Ceroglossus chilensis, the Chilean magnificent beetle, is a species of beetle of the family Carabidae.

==Subspecies==
- Ceroglossus chilensis angolicus Kraatz-Koschlau, 1888
- Ceroglossus chilensis chilensis Escholtz, 1829
- Ceroglossus chilensis colchaguensis Reed, 1875
- Ceroglossus chilensis cyanicollis Kraatz, 1887
- Ceroglossus chilensis drumonti Jiroux, 2008
- Ceroglossus chilensis evenoui Jiroux, 1996
- Ceroglossus chilensis fallaciosus Kraatz, 1880
- Ceroglossus chilensis ficheti Jiroux, 1996
- Ceroglossus chilensis galvezi Jaffrézic & Rataj, 2006
- Ceroglossus chilensis germaini Jiroux, 1996
- Ceroglossus chilensis gloriosus Gerstaecker, 1858
- Ceroglossus chilensis jaffrezici Jiroux, 2006
- Ceroglossus chilensis keithi Jiroux, 1997
- Ceroglossus chilensis kraatzianus Morawitz, 1886
- Ceroglossus chilensis latemarginatus Kraatz-Koschlau, 1889
- Ceroglossus chilensis legrandi Heinz & Jiroux, 2001
- Ceroglossus chilensis meridionalis Heinz & Jiroux, 2001
- Ceroglossus chilensis mochae (Reed, 1874)
- Ceroglossus chilensis nigritulus Mandl, 1977
- Ceroglossus chilensis pseudopatagonensis Heinz & Jiroux, 2001
- Ceroglossus chilensis pseudovillaricensis Jiroux & Ugarte Peňa, 2006
- Ceroglossus chilensis rataji Jiroux, 2006
- Ceroglossus chilensis resplendens Jaffrézic & Rataj, 2006
- Ceroglossus chilensis sculpturatus Jiroux & Rataj, 2006
- Ceroglossus chilensis seladonicus Kraatz-Koschlau, 1887
- Ceroglossus chilensis solieri Roeschke, 1900
- Ceroglossus chilensis villaricensis Kraatz-Koschlau, 1885

==Description==
Ceroglossus chilensis can reach a body length of about 25–32 mm.
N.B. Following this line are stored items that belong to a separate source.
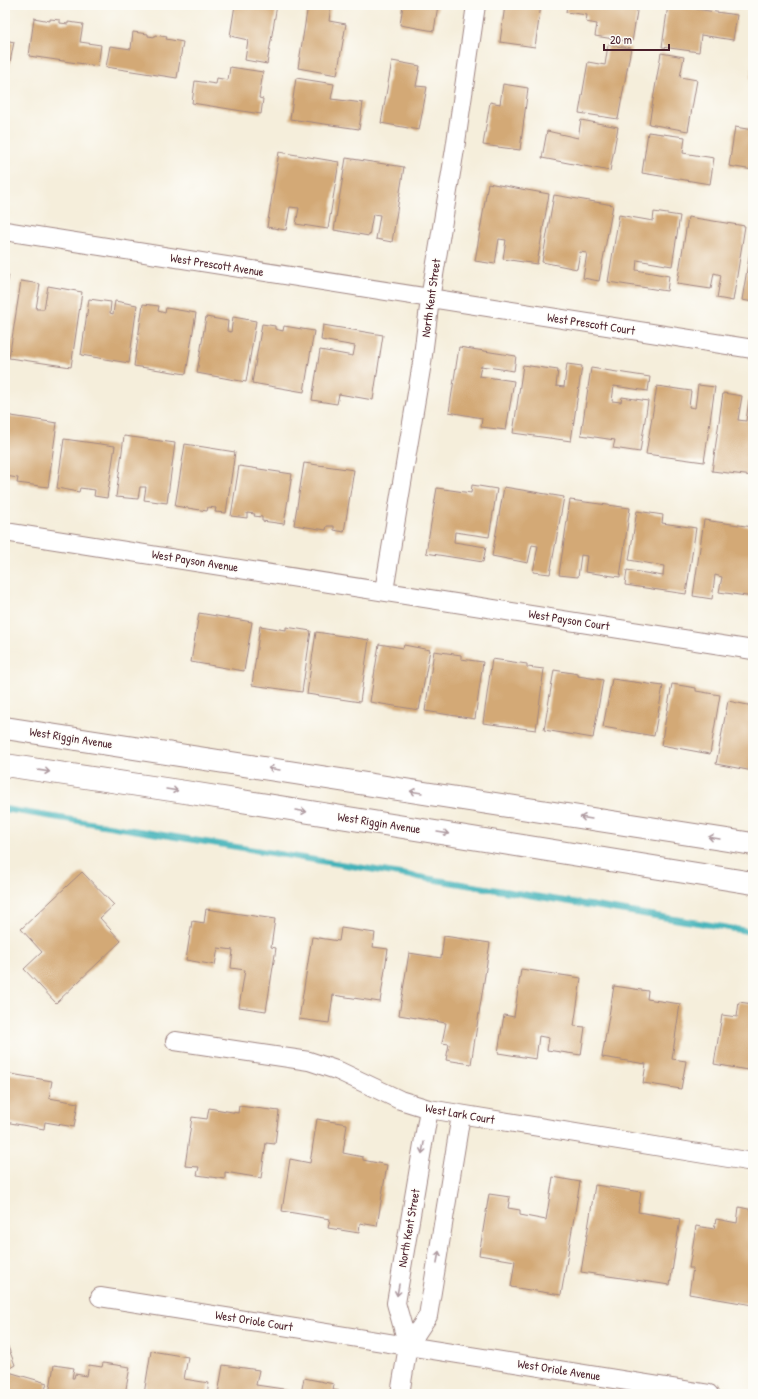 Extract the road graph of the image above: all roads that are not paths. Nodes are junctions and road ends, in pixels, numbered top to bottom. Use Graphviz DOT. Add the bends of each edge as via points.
graph roads {
  1 [pos="476,5"];
  2 [pos="5,231"];
  3 [pos="430,299"];
  4 [pos="753,349"];
  5 [pos="5,532"];
  6 [pos="384,591"];
  7 [pos="753,650"];
  8 [pos="5,728"];
  9 [pos="70,738"];
  10 [pos="5,742"];
  11 [pos="5,765"];
  12 [pos="753,844"];
  13 [pos="753,883"];
  14 [pos="175,1041"];
  15 [pos="429,1110"];
  16 [pos="461,1115"];
  17 [pos="753,1162"];
  18 [pos="100,1297"];
  19 [pos="408,1346"];
  20 [pos="400,1394"];
  21 [pos="709,1394"];
  1 -- 3 [label="street, North Kent Street"];
  2 -- 3 [label="street, West Prescott Avenue"];
  3 -- 4 [label="street, West Prescott Court"];
  3 -- 6 [label="street, North Kent Street" via="422,363"];
  5 -- 6 [label="street, West Payson Avenue"];
  6 -- 7 [label="street, West Payson Court"];
  8 -- 9 [label="main road, West Riggin Avenue"];
  9 -- 10 [label="main road" via="31,746"];
  12 -- 9 [label="main road, West Riggin Avenue, one-way"];
  11 -- 13 [label="main road, West Riggin Avenue, one-way"];
  14 -- 15 [label="street, West Lark Court" via="309,1061 339,1071 400,1100"];
  15 -- 16 [label="street, West Lark Court"];
  15 -- 19 [label="street, North Kent Street, one-way" via="396,1303"];
  16 -- 17 [label="street, West Lark Court"];
  19 -- 16 [label="street, North Kent Street, one-way" via="428,1316"];
  18 -- 19 [label="street, West Oriole Court"];
  19 -- 20 [label="street, North Kent Street"];
  19 -- 21 [label="street, West Oriole Avenue"];
} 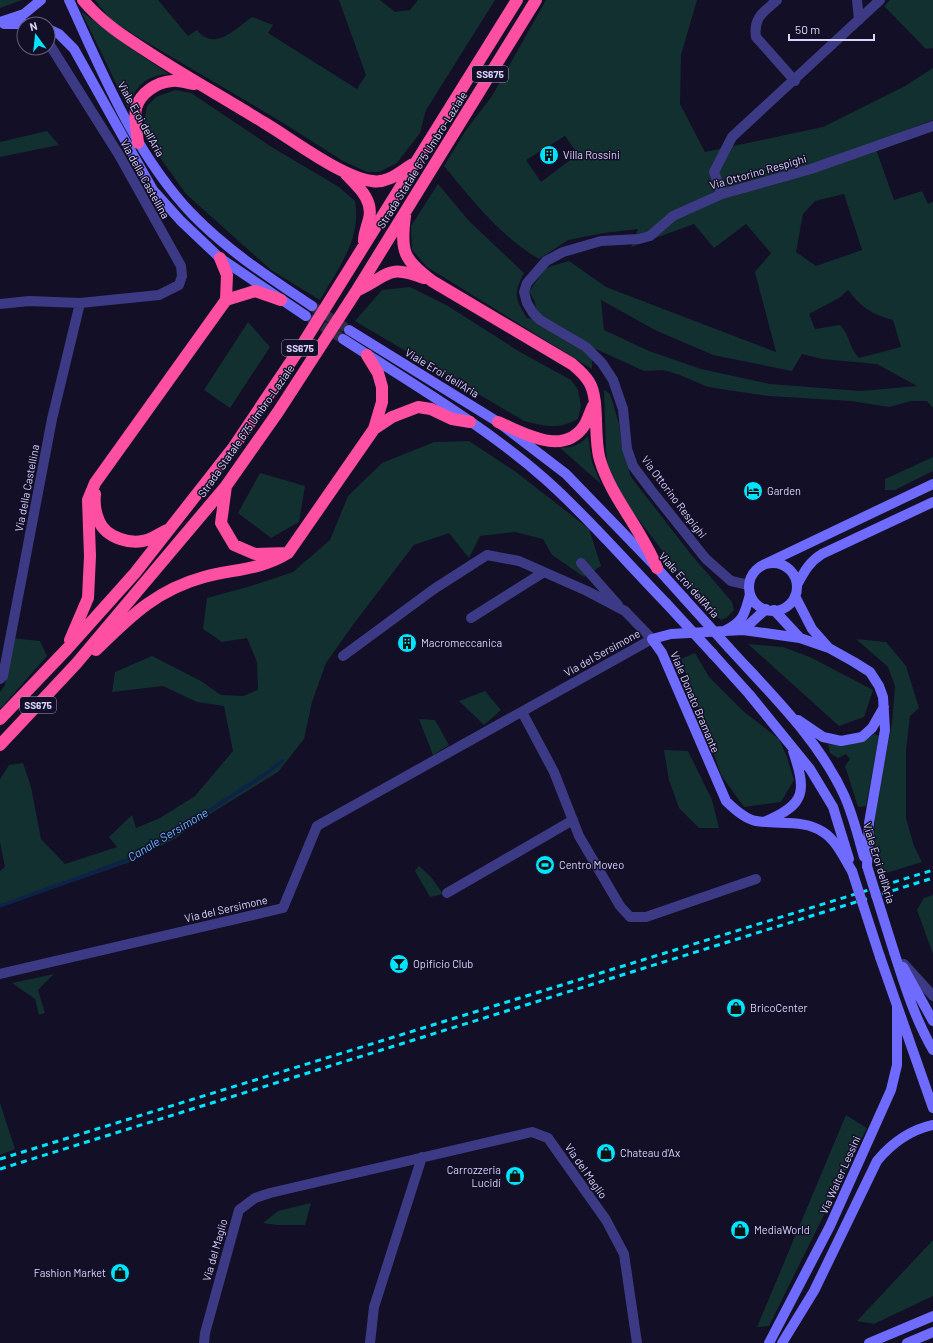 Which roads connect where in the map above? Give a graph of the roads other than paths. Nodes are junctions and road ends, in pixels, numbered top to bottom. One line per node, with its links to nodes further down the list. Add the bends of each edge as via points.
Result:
1 (41, 0): 10 (main road, via 24,14)
2 (69, 0): 17 (main road, Viale Eroi dell'Aria)
3 (83, 0): 15 (highway, via 92,12 111,28)
4 (517, 0): 18 (highway, Strada Statale 675 Umbro-Laziale / SS675)
5 (536, 0): 21 (highway, Strada Statale 675 Umbro-Laziale / SS675)
6 (777, 0): 14 (street, via 758,18 754,28 756,37)
7 (857, 0): 9 (street)
8 (880, 0): 9 (street)
9 (859, 20): 14 (street)
10 (0, 23): 11 (main road)
11 (16, 23)
12 (56, 33): 23 (main road, via 74,49 153,190)
13 (56, 55): 28 (street, Via della Castellina, via 119,155 181,266 182,276 179,285 159,295)
14 (795, 81): 20 (street, via 732,137 714,172)
15 (201, 86): 17 (highway, via 171,80 150,88 141,97 136,108); 19 (highway)
16 (933, 126): 20 (street, Via Ottorino Respighi, via 812,169)
17 (138, 143): 30 (main road, Viale Eroi dell'Aria, via 180,200 211,232 250,265)
18 (416, 163): 19 (highway, via 379,182); 22 (highway, Strada Statale 675 Umbro-Laziale / SS675)
19 (344, 172): 22 (highway, via 361,190 369,206 370,217 364,234)
20 (722, 194): 50 (street, Via Ottorino Respighi, via 673,216 650,236 601,241 563,252 546,261 527,283 524,292 527,303 540,320 586,347 613,380 622,409 627,449 633,466 646,484 706,559 731,581)
21 (406, 211): 24 (highway, via 402,236 405,255 415,268); 25 (highway, Strada Statale 675 Umbro-Laziale / SS675)
22 (364, 246): 43 (highway, Strada Statale 675 Umbro-Laziale / SS675, via 233,448)
23 (220, 258): 26 (highway, via 227,275); 27 (main road)
24 (432, 281): 25 (highway, via 396,270); 35 (highway, via 572,364 590,382)
25 (357, 290): 41 (highway, Strada Statale 675 Umbro-Laziale / SS675, via 278,412)
26 (226, 300): 27 (highway, via 254,291); 39 (highway)
27 (281, 300): 31 (main road)
28 (80, 303): 29 (street, Via della Castellina); 63 (street, Via della Castellina, via 52,419 3,676)
29 (0, 304)
30 (312, 306)
31 (306, 316)
32 (349, 330): 37 (main road, Viale Eroi dell'Aria)
33 (343, 339): 34 (main road)
34 (367, 355): 36 (main road); 38 (highway, via 382,387 382,402)
35 (594, 403): 37 (highway, via 585,425 575,436 563,441 549,442); 47 (highway, via 595,438 599,460 606,478 649,547)
36 (470, 422): 38 (highway, via 452,419 431,409 418,408 392,417); 68 (main road, bridge, via 545,479 666,604 749,694)
37 (498, 422): 47 (main road, Viale Eroi dell'Aria, via 566,474)
38 (374, 429): 44 (highway)
39 (95, 483): 43 (highway, via 94,503 99,522 108,532 120,539 134,542 147,540); 60 (highway, via 88,500 88,598)
40 (933, 484): 46 (main road)
41 (226, 486): 44 (highway, via 221,523 234,545 255,554); 62 (highway, Strada Statale 675 Umbro-Laziale / SS675)
42 (933, 502): 49 (main road, via 822,554 804,570)
43 (170, 529): 60 (highway, Strada Statale 675 Umbro-Laziale / SS675, via 136,573)
44 (288, 553): 62 (highway, via 274,562 204,577 171,588 136,611 96,651)
45 (581, 563): 52 (street)
46 (763, 565): 49 (main road, via 778,563 786,566 792,571); 50 (main road, via 753,573)
47 (657, 568): 66 (main road, Viale Eroi dell'Aria, bridge)
48 (544, 572): 52 (street, Via del Sersimone); 54 (street); 61 (street, Via del Sersimone, via 519,561 487,555)
49 (797, 585): 51 (main road)
50 (750, 590): 53 (main road, Viale Donato Bramante, via 754,601); 56 (main road, via 742,618 736,625)
51 (795, 596): 53 (main road, via 787,606); 59 (main road, Viale Donato Bramante, via 812,629)
52 (622, 609): 58 (street, Via del Sersimone)
53 (770, 610): 55 (main road); 57 (main road, Viale Donato Bramante)
54 (471, 618)
55 (743, 630): 56 (main road, Viale Donato Bramante); 57 (main road, Viale Donato Bramante)
56 (724, 631): 58 (main road, Viale Donato Bramante, via 671,634)
57 (800, 638): 59 (main road, Viale Donato Bramante)
58 (652, 639): 65 (street, Via del Sersimone); 71 (main road, Viale Donato Bramante, via 662,653 726,801 735,810 755,821)
59 (829, 648): 64 (main road, Viale Donato Bramante, via 870,672 879,686)
60 (67, 649): 67 (highway, Strada Statale 675 Umbro-Laziale / SS675)
61 (343, 656)
62 (76, 664): 69 (highway, Strada Statale 675 Umbro-Laziale / SS675)
63 (0, 679)
64 (884, 707): 66 (main road, via 872,728 862,736 841,741 823,738); 72 (main road, Viale Donato Bramante, via 885,730 869,823)
65 (522, 712): 70 (street, via 554,772); 77 (street, Via del Sersimone, via 317,826 283,908)
66 (790, 715): 72 (main road, Viale Eroi dell'Aria, via 817,751 844,795)
67 (0, 718)
68 (790, 744): 71 (main road, via 801,778 800,796 786,812); 73 (main road, via 810,769 833,807)
69 (0, 745)
70 (573, 820): 74 (street, via 579,836 616,899 630,917 646,917); 75 (street)
71 (764, 822): 73 (main road, Viale Donato Bramante, via 812,826 823,832 833,841)
72 (867, 866): 76 (main road, Viale Eroi dell'Aria, bridge)
73 (852, 871): 79 (main road, bridge)
74 (756, 879)
75 (447, 893)
76 (894, 952): 78 (main road); 81 (main road, via 909,1000 921,1030)
77 (0, 974)
78 (927, 995): 80 (main road)
79 (897, 1006): 82 (main road); 90 (main road, Via Walter Lessini, via 897,1065 891,1090 830,1226)
80 (933, 1021)
81 (933, 1050)
82 (933, 1108)
83 (933, 1125): 91 (main road, via 905,1135 888,1148 877,1161 814,1291)
84 (422, 1157): 87 (street, Via del Maglio, via 270,1193 255,1198 239,1210); 88 (street, via 374,1307); 89 (street, Via del Maglio, via 532,1132 548,1138 606,1220 624,1254)
85 (933, 1316): 92 (main road)
86 (933, 1332): 93 (main road)
87 (204, 1343)
88 (370, 1343)
89 (637, 1343)
90 (768, 1343)
91 (782, 1343)
92 (869, 1343)
93 (908, 1343)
This species presents a marked sexual dimorphism as males have a wider proepisternum than females, while females have wider abdominal sternites. These beetles show also chromatic polymorphism, great genetic variations and morphological variability in shape and in size depending on subspecies and populations. Body color may be metallic green, brown, reddish or bluish.

==Distribution and habitat==
This species can be found in Chile and it is the most widespread Ceroglossus in the area. It mainly lives in native forests, in surrounding exotic plantations and in plantations of Pinus radiata.